Response to myocardial ischemia/reperfusion injury involves Bnip3 and autophagy

A. Hamacher-Brady, N. R. Brady, S. E. Logue, M. R. Sayen, M. Jinno, L. A. Kirshenbaum, R. A. Gottlieb, Å B. Gustafsson

Research output: Contribution to journalArticlepeer-review

Abstract

Ischemia and reperfusion (I/R) injury is associated with extensive loss of cardiac myocytes. Bnip3 is a mitochondrial pro-apoptotic Bcl-2 protein which is expressed in the adult myocardium.

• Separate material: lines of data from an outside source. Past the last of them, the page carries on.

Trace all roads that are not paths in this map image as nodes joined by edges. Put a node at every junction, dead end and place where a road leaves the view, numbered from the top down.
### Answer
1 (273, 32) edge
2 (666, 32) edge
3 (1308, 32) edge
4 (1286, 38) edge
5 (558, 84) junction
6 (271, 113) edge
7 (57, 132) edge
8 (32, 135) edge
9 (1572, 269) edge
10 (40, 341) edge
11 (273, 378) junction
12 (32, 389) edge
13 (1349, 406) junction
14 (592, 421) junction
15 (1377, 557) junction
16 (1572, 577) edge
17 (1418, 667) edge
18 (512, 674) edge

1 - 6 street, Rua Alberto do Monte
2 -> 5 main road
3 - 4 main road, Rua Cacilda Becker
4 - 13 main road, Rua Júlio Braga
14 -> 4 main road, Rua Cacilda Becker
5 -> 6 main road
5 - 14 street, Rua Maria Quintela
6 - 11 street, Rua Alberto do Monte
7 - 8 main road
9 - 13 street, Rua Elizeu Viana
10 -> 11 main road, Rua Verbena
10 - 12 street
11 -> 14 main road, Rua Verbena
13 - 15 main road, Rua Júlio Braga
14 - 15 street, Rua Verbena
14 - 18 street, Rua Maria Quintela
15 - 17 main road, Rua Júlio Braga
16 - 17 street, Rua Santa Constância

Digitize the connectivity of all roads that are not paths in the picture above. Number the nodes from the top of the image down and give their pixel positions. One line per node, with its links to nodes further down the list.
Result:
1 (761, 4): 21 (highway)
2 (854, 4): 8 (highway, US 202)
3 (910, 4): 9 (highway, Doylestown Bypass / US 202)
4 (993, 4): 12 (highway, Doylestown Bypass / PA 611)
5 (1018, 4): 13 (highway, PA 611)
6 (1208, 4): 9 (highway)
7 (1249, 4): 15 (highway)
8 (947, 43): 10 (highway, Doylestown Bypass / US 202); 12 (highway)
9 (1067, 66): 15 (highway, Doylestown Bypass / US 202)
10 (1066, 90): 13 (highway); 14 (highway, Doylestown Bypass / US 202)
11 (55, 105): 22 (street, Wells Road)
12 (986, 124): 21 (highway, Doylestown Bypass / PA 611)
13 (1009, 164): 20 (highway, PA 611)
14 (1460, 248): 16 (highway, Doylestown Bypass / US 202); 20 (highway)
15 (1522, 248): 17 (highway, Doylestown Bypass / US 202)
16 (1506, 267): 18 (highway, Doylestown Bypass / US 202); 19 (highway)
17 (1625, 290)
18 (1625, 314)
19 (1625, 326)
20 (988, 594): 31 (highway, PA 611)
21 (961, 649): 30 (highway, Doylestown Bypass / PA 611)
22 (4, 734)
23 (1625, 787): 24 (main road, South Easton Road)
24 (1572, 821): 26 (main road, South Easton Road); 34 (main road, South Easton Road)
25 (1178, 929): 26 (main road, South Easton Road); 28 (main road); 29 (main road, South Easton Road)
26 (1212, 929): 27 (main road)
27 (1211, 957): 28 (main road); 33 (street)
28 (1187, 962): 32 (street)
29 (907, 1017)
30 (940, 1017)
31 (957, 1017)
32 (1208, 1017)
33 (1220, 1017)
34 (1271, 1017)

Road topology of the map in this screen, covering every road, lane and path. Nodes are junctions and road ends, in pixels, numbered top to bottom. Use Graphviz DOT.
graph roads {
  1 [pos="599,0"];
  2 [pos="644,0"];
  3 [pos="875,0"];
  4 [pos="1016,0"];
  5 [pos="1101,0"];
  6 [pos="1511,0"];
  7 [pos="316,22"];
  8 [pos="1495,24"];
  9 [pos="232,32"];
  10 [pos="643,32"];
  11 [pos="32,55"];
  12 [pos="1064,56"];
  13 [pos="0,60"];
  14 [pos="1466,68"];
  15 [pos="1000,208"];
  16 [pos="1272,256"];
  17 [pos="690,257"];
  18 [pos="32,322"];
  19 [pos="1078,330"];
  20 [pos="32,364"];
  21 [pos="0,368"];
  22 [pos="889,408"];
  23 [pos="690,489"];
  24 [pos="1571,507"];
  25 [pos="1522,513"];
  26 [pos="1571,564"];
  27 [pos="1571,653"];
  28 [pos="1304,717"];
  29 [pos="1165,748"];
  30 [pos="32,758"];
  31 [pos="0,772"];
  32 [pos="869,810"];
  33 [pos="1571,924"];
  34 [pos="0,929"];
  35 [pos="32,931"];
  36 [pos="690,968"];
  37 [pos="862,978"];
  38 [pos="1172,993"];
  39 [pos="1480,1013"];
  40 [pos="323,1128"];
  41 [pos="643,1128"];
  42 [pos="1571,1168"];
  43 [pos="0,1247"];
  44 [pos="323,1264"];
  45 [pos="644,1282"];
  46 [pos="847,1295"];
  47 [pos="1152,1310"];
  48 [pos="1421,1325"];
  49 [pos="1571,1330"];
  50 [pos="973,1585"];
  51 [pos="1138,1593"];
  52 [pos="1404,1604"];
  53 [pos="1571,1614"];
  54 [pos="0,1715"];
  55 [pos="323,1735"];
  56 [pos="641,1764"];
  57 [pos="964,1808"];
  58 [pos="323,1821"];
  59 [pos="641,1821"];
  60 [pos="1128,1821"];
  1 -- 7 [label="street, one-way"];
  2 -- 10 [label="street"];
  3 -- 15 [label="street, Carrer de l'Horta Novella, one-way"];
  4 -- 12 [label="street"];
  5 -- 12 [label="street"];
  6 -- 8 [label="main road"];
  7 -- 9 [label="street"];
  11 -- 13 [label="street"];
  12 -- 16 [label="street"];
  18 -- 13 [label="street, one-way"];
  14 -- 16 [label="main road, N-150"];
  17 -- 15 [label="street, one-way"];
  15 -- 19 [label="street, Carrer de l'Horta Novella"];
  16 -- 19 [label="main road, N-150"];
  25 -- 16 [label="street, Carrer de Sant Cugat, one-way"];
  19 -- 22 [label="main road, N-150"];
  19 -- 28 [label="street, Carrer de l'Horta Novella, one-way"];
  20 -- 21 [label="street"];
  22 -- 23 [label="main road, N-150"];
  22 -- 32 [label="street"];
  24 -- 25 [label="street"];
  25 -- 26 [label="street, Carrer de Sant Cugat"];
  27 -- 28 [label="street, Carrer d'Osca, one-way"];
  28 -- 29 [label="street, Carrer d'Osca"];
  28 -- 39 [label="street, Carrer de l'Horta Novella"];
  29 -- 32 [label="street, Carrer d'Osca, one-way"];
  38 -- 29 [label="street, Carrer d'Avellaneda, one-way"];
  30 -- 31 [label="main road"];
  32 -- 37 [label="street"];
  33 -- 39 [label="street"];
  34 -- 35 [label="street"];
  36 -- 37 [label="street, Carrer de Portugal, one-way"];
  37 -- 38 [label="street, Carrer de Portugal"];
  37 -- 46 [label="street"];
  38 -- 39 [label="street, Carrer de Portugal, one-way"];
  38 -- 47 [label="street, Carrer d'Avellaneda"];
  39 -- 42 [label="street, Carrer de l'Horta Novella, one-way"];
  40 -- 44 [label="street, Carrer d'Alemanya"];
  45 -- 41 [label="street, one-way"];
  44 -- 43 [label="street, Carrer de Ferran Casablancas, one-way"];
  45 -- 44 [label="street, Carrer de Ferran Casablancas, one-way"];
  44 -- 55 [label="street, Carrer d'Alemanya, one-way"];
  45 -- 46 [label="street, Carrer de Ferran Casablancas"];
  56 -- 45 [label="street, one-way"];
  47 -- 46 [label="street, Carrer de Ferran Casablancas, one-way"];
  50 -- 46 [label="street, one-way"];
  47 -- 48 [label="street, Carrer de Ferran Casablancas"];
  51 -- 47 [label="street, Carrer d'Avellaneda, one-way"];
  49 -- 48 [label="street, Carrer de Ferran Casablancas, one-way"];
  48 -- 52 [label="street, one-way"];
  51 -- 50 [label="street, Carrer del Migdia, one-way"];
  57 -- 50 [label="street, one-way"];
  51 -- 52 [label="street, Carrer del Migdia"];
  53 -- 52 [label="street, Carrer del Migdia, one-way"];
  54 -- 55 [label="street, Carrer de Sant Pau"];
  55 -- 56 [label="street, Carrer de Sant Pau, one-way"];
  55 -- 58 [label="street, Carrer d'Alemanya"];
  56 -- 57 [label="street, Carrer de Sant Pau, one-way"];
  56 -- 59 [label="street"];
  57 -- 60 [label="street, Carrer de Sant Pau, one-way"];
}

To investigate if Bnip3 plays a role in I/R injury, we generated a TAT-fusion protein encoding the carboxyl terminal transmembrane deletion mutant of Bnip3 (TAT-Bnip3ΔTM) which has been shown to act as a dominant negative to block Bnip3-induced cell death. Perfusion with TAT-Bnip3ΔTM conferred protection against I/R injury, improved cardiac function, and protected mitochondrial integrity. Moreover, Bnip3 induced extensive fragmentation of the mitochondrial network and increased autophagy in HL-1 myocytes. 3D rendering of confocal images revealed fragmented mitochondria inside autophagosomes. Enhancement of autophagy by ATG5 protected against Bnip3-mediated cell death, whereas inhibition of autophagy by ATG5K130R enhanced cell death. These results suggest that Bnip3 contributes to I/R injury which triggers a protective stress response with upregulation of autophagy and removal of damaged mitochondria.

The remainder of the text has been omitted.